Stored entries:
....................

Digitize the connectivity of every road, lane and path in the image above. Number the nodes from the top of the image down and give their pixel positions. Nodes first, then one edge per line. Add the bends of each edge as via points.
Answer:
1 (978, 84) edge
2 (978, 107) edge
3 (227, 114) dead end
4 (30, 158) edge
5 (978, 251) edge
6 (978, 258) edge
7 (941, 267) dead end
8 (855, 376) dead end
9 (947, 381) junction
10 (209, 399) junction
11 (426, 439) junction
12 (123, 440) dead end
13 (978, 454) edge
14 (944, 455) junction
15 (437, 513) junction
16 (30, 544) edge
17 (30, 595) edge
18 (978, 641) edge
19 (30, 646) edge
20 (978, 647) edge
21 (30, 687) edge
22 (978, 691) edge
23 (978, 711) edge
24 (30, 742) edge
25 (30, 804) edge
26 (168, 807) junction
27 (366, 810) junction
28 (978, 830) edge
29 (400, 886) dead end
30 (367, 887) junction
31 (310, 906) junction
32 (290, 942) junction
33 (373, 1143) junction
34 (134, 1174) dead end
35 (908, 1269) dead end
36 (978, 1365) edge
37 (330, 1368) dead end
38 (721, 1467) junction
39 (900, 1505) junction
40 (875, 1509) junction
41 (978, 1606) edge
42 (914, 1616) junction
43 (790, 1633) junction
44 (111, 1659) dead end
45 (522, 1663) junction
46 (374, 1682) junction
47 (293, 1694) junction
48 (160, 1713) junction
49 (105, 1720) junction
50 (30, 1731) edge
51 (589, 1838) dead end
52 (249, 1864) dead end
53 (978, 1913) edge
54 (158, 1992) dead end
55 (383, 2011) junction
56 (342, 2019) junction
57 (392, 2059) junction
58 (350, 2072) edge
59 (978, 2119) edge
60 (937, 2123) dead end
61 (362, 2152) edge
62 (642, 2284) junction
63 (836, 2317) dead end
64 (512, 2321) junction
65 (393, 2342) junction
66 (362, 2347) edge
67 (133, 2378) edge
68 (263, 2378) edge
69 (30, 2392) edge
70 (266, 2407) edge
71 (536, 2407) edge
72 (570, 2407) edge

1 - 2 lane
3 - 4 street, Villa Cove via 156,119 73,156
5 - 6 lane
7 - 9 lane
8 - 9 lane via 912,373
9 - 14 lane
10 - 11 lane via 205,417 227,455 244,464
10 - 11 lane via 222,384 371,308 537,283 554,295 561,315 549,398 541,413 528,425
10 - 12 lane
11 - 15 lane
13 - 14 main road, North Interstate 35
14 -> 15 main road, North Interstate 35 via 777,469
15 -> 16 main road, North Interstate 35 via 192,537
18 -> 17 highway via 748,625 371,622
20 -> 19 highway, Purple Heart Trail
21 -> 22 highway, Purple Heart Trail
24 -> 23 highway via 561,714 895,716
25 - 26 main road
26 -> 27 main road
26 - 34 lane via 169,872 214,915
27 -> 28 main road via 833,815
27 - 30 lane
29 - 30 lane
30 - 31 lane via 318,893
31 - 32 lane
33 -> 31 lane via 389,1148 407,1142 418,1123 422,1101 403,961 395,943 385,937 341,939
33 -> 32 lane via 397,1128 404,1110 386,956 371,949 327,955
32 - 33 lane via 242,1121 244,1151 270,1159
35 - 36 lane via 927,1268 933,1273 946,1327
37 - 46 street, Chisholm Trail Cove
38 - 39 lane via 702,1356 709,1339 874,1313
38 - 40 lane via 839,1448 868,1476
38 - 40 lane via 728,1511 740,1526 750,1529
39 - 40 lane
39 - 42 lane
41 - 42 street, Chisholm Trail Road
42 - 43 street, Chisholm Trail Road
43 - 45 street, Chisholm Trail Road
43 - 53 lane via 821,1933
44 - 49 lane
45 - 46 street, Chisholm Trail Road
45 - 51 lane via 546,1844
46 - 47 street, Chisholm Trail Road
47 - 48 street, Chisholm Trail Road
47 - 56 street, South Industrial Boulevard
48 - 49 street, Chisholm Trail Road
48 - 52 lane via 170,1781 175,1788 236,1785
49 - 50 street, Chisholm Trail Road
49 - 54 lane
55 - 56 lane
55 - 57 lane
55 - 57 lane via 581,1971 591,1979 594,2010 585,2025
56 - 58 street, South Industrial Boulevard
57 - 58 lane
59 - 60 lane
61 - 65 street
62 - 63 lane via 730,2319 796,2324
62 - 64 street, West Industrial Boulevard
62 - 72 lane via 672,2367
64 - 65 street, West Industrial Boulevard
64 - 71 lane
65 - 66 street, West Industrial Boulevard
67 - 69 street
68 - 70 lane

....................

→ **WHAT IS EXPECTED**: Every line in the data that holds the string "South" should be returned.

→ **YOUR SOLUTION**:
47 - 56 street, South Industrial Boulevard
56 - 58 street, South Industrial Boulevard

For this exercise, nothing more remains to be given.